There’s a good reason tourists flock to the charming town of Cochem in their hundreds of thousands every year; it’s an area of outstanding natural beauty. Located in the very heart of the verdant Moselle Valley in Germany’s south-west, the pre medieval town is a mecca for hikers seeking adventure in the neighbouring towns of Eifel and Hunsrück, wine enthusiasts sampling the region’s many vineyards, and holidaymakers drinking in the spectacular landscapes.
Location & public transport
The Moselle Valley spans parts of northeastern France, southwestern Germany and Luxembourg. The town itself, situated 140km or so to the borders with France and Luxembourg, sits either side of the Mosel river. A bridge links the two halves of the town.

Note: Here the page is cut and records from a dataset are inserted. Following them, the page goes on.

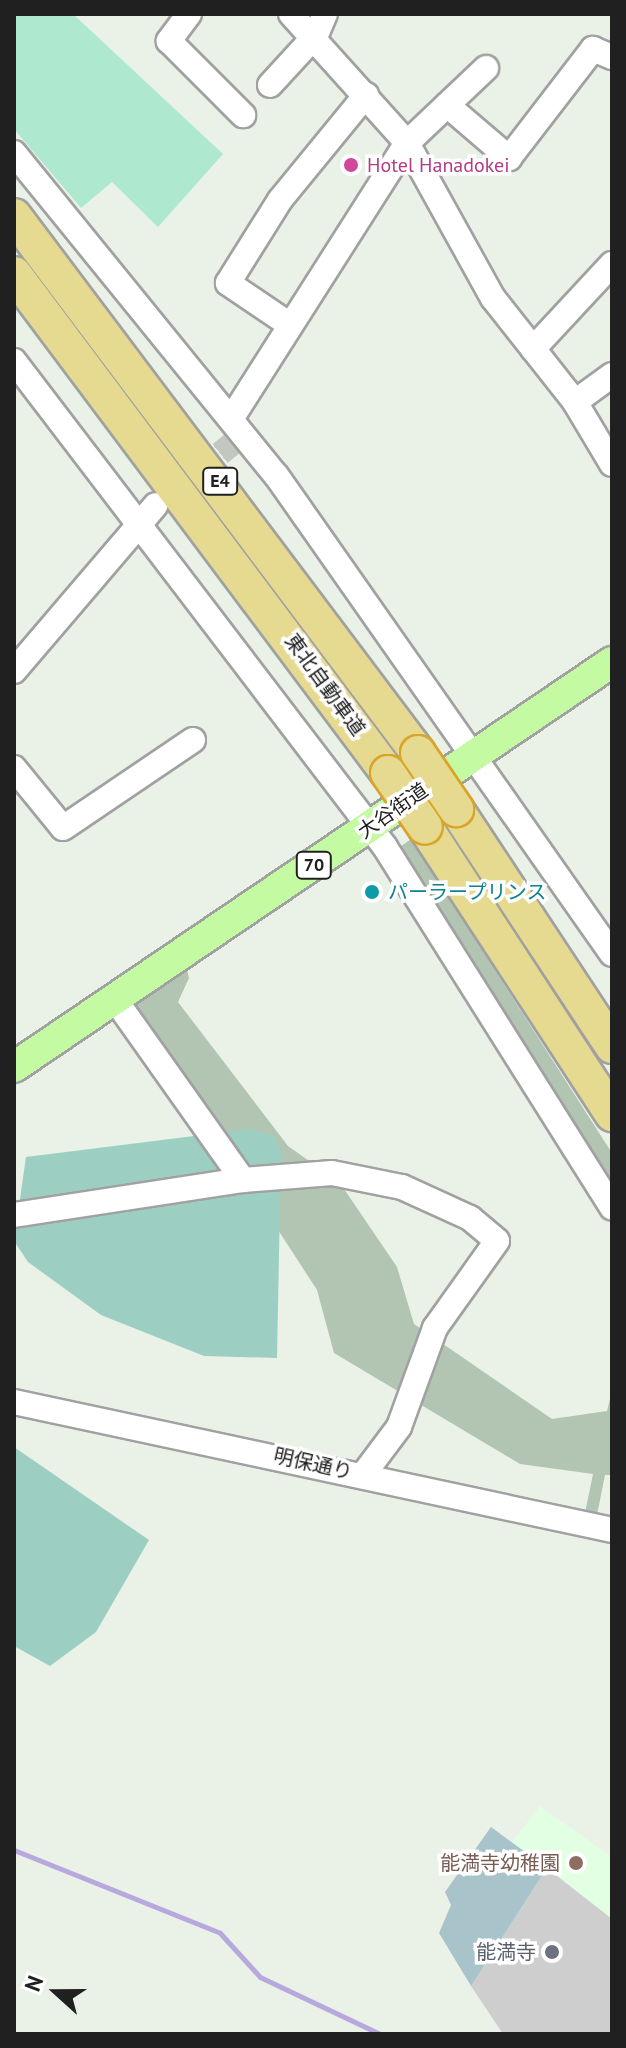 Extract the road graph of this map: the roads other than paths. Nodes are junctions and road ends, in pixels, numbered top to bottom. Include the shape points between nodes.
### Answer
1 (189, 14) edge
2 (291, 14) edge
3 (320, 25) edge
4 (612, 57) edge
5 (486, 68) dead end
6 (270, 85) dead end
7 (366, 95) junction
8 (447, 105) junction
9 (243, 115) dead end
10 (407, 143) junction
11 (14, 153) edge
12 (14, 216) edge
13 (612, 264) edge
14 (14, 274) edge
15 (290, 325) junction
16 (533, 349) junction
17 (14, 361) edge
18 (612, 375) edge
19 (575, 402) junction
20 (235, 432) junction
21 (612, 464) edge
22 (156, 505) dead end
23 (135, 525) junction
24 (612, 662) edge
25 (14, 671) edge
26 (14, 680) edge
27 (14, 689) edge
28 (193, 740) dead end
29 (472, 756) junction
30 (14, 768) edge
31 (369, 827) junction
32 (612, 954) edge
33 (114, 998) junction
34 (612, 1046) edge
35 (14, 1067) edge
36 (612, 1114) edge
37 (243, 1180) junction
38 (612, 1207) edge
39 (14, 1215) edge
40 (14, 1402) edge
41 (363, 1475) junction
42 (612, 1530) edge

1 - 9 street via 169,41
2 - 3 street
3 - 6 street
3 - 7 street
4 - 8 street via 593,49 509,158
5 - 8 street
7 - 10 street
7 - 15 street via 280,200 228,283
8 - 10 street
10 - 15 street
10 - 16 street via 454,238
11 - 20 street
12 - 34 highway, 東北自動車道 / E4, bridge via 418,753
13 - 16 street
14 - 36 highway, 東北自動車道 / E4, bridge via 388,773
15 - 20 street
16 - 19 street
17 - 23 street
18 - 19 street
19 - 21 street
20 - 29 street
22 - 23 street
23 - 25 street
23 - 31 street via 223,626
24 - 29 main road, 大谷街道 / 70
26 - 27 street
28 - 30 street via 63,828
29 - 31 main road, 大谷街道 / 70
29 - 32 street
31 - 33 main road, 大谷街道 / 70
31 - 38 street
33 - 35 main road, 大谷街道 / 70
33 - 37 street
37 - 39 street
37 - 41 street via 332,1173 402,1187 435,1198 497,1241 435,1328 399,1427
40 - 41 street, 明保通り
41 - 42 street, 明保通り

Getting to Cochem isn’t difficult, as the town sits within easy reach of Frankfurt Hahn airport, roughly a 40 minute drive away. Also within travelling distance is Cologne Bonn airport, around 110km (1 hour 15 minutes’ drive) to the north. Cochem is also connected by railway to the nearby city of Koblenz, where travellers can take a connection to most major German cities.
What to see
The jewel in Cochem’s crown is its spectacular 12th century imperial castle, which sits atop a rocky hill overlooking the town. Brought near to total destruction by French troops in the 1600s, the epic landmark was more recently restored by a wealthy benefactor, who returned it to its former glory – perhaps even better than before. It’s fully open to visitors, and informative guided tours are available most days.
Visitors are unlikely to miss Cochem’s market square, located in the centre of the town. That’s a good thing, because it’s as pretty an example of traditional German architecture as you’ll find in any other old town in the country. Souvenir and trinket shops sell local produce, while a number of pretty pubs and restaurants offer Moselle Valley specialities and a wide range of German beers.
For spectacular views over the town and beyond, you can take a chairlift up the Pinnerkreuz mountain, or Pinner Cross, to a viewpoint 255m above sea level. At the summit there are cabins and a restaurant directly facing the castle.
Wine lovers will find themselves among friends in Cochem. The town is surrounded by vineyards you can visit for an hour or a day; visitors can help to harvest the grapes and sample the many local varieties on offer.
Visitors arriving in November or December should be sure to take a look at Cochem’s quaint Christmas market, where you’ll find typical festive wooden Christmas stalls selling traditional German Glühwein, or, translated literally “glow wine” (mulled wine), sure to warm you up on a chilly winter evening. There’s also a nativity play on 9th and 10th December in the grounds of the castle, in which actors in historical costumes and real animals are used to tell the story of Christmas. It’s worth bearing in mind that the story is told only in German.
Where to stay
The town has a wide range of accommodation options catering for every taste and budget, ranging from the affordable but highly agreeable Altes Pfarrhaus (rooms from around €50) to the 3-star Cochemer Jung with a choice of rooms with balconies overlooking either the Altstadt (old town), or the Moselle (rooms from around €110). A favourite among tourists is Filla Andre, a small, modern boutique hotel including a sumptuous hot breakfast and chic decor – and if you opt for one of the deluxe rooms – a balcony and whirlpool too. Double rooms typically begin at around €77 during peak times, although prices can fluctuate depending on availability.
What to eat
In or near the main square is where you’ll find some of the area’s finest restaurants, including a number of Mediterranean offerings serving Greek, Italian, and French cuisine, and several upmarket but reasonably priced places serving traditional German food. Chief among them is Dazert, where you’ll find authentic German dishes including Jaeger Schnitzel and Sauerbraten, delivered in generous portions and accompanied by a selection of local wines. Cochem is also where you’ll find Bistro am Markt, which serves Flammkuchen, a Moselle region speciality based on thinly rolled bread spread with fresh cheese and various other ingredients, and although the menus are only in German, the staff will be more than happy to help.
Other delicacies unique to the Moselle region include Stollen, a cake typically eaten in the weeks leading up to Christmas throughout Germany, symbolising the bread broken by Christ. The stollen you’ll find in Cochem is paired with local riesling wine to create a more robust, intense flavour.